If the services are running you can add additional compute nodes to your scale out group by using SSMS as shown in the screen below.

4

5 4

With the above done we are ready to get started configuring Polybase.

The first thing we need is to upload a CSV file containing some data into Azure Blob Storage account.
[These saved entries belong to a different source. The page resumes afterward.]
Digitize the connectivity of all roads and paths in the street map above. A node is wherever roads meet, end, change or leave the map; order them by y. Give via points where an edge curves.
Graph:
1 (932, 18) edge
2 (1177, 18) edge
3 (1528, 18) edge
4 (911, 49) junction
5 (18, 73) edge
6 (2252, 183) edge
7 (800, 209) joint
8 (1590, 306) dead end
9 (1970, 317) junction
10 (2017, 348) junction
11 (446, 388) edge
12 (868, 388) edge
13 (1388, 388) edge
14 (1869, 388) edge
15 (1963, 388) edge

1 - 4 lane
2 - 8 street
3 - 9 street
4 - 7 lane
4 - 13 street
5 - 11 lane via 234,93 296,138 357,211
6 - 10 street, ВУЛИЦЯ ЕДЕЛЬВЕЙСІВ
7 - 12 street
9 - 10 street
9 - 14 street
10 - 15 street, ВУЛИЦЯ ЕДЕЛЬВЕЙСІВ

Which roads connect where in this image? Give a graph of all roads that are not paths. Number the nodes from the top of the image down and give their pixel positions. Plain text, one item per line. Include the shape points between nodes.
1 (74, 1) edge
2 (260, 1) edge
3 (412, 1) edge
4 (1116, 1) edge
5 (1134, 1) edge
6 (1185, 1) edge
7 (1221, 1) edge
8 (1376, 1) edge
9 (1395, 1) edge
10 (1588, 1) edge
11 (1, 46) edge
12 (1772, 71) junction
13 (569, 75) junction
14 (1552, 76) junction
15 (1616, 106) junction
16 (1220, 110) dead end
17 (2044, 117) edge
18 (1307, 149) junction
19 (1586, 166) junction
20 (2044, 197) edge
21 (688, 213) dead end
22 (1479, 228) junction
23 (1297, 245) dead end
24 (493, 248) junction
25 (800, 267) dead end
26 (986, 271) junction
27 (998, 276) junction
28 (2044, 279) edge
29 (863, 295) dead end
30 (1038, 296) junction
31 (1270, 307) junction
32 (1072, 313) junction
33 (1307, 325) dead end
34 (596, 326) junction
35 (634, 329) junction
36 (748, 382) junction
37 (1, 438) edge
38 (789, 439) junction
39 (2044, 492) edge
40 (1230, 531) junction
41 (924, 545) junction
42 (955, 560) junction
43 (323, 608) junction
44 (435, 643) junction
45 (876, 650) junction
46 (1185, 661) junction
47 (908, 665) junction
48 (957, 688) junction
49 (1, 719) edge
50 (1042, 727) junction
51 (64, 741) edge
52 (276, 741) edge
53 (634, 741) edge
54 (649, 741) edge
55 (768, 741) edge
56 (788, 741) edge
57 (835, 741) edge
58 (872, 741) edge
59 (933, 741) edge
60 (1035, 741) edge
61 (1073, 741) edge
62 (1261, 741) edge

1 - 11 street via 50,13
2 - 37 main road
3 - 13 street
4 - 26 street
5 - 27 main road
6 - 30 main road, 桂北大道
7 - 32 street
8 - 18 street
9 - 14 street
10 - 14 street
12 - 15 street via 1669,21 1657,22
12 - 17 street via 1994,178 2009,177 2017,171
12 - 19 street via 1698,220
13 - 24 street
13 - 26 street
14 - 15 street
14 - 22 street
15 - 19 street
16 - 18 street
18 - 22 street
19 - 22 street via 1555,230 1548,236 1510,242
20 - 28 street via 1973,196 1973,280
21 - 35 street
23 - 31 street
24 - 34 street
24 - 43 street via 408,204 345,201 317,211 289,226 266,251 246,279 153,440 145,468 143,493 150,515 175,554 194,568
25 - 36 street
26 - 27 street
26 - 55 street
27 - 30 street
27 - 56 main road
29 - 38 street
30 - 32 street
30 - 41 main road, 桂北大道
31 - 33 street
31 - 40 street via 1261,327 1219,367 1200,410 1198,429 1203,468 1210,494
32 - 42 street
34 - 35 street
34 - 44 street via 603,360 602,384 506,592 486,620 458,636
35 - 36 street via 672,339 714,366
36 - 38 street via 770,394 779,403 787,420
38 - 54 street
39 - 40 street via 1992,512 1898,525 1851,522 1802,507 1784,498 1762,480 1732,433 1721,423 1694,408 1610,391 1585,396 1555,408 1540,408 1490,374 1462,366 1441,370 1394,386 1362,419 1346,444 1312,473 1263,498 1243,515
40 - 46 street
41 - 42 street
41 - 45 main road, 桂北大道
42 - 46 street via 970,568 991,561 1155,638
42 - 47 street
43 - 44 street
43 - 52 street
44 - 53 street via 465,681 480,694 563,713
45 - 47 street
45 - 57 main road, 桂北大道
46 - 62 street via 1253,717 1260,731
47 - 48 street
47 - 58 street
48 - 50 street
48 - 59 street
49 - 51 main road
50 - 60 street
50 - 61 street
Quick intro into the process can be found here.

Once the file uploaded you can start running the script below to setup Polybase to read the data off the csv file stored in the storage account.

USE master;
GO

-- shows the advanced option for hadoop connectivity
EXEC sp_configure 'show advanced option'
    ,'1';

RECONFIGURE;
GO

-- the number 4 in the setting below refers to azure blob storage 
-- look up the appropriate value for your stoage system from the link below.
--https://docs.microsoft.com/en-us/sql/database-engine/configure-windows/polybase-connectivity-configuration-transact-sql
EXEC sp_configure 'hadoop connectivity'
    ,4;
GO

RECONFIGURE;
GO

-- create and use a database as needed
USE Madworks
GO

-- since data needs to move over the network a master key is needed to enrypt the data moving to and from azure
CREATE MASTER KEY ENCRYPTION BY PASSWORD = 'Something@Secure';
GO

-- the credential below is required to stroe the access key to the blob storage account .
-- this acts a username and password for local SQL server to access the azure resource in the cloud.
CREATE DATABASE SCOPED CREDENTIAL mycredential
    WITH IDENTITY = 'credential'
        ,Secret = 'T4TX120D1ivxbKrYi4Goc6L2op4KSfKN3h8lVLslREWsaTa1o3mvgyfpIByvSGva/Kj9sF6DGT3QFcP/VgwH1A=='
GO

-- next we need to tell SQL Server where the data is located within azure.
-- essentially a account can have mutiple storage  accounts with multiple containers etc so we need to reference
-- the storage account and the container within it that has the files we are looking for with the credential we just created
CREATE EXTERNAL DATA SOURCE AzureStorgaeDataSource
    WITH (
            TYPE = HADOOP
            ,LOCATION = 'wasbs://polybase@polybasejayanth.blob.core.windows.net/'
            ,CREDENTIAL = mycredential
            );
GO

-- next since its a csv file need to tell Azure how to read the CSV file and understand the columns and datatypes assocaited with it
CREATE EXTERNAL FILE FORMAT userscsvfileformat
    WITH (
            FORMAT_TYPE = DELIMITEDTEXT
            ,FORMAT_OPTIONS(FIELD_TERMINATOR = ',')
            );
GO

-- lastly we need to create a connection using the datasource we created before and the format file to a imaginary table within SQL Server 
-- this way sql server has what looks like a typical table but actually access the data from the azure blob storgae
-- this allows us to query the table just like any normal relational table without having to worry about the fact that the data 
-- is actually comming from Azure
CREATE EXTERNAL TABLE tblcustomers (
    f_name VARCHAR(200)
    ,l_name VARCHAR(200)
    ,email VARCHAR(200)
    )
    WITH (
            -- location='/" just means all csv file under this path.
            LOCATION = '/'
            ,DATA_SOURCE = AzureStorgaeDataSource
            ,FILE_FORMAT = userscsvfileformat
            )
GO

-- finally we are ready to query the external table and access the data just like we always do.
SELECT f_name
    ,l_name
    ,email
FROM [madworks].[dbo].tblcustomers

What this allows us to do is bring in small datasets for analysis from within Hadoop without having to know anything about Hadoop implementation. Making ad hoc analytics much more user friendly. Also often we use Hadoop to crunch the numbers and summarize information that can then easily be stored in traditional relational tables for better reporting.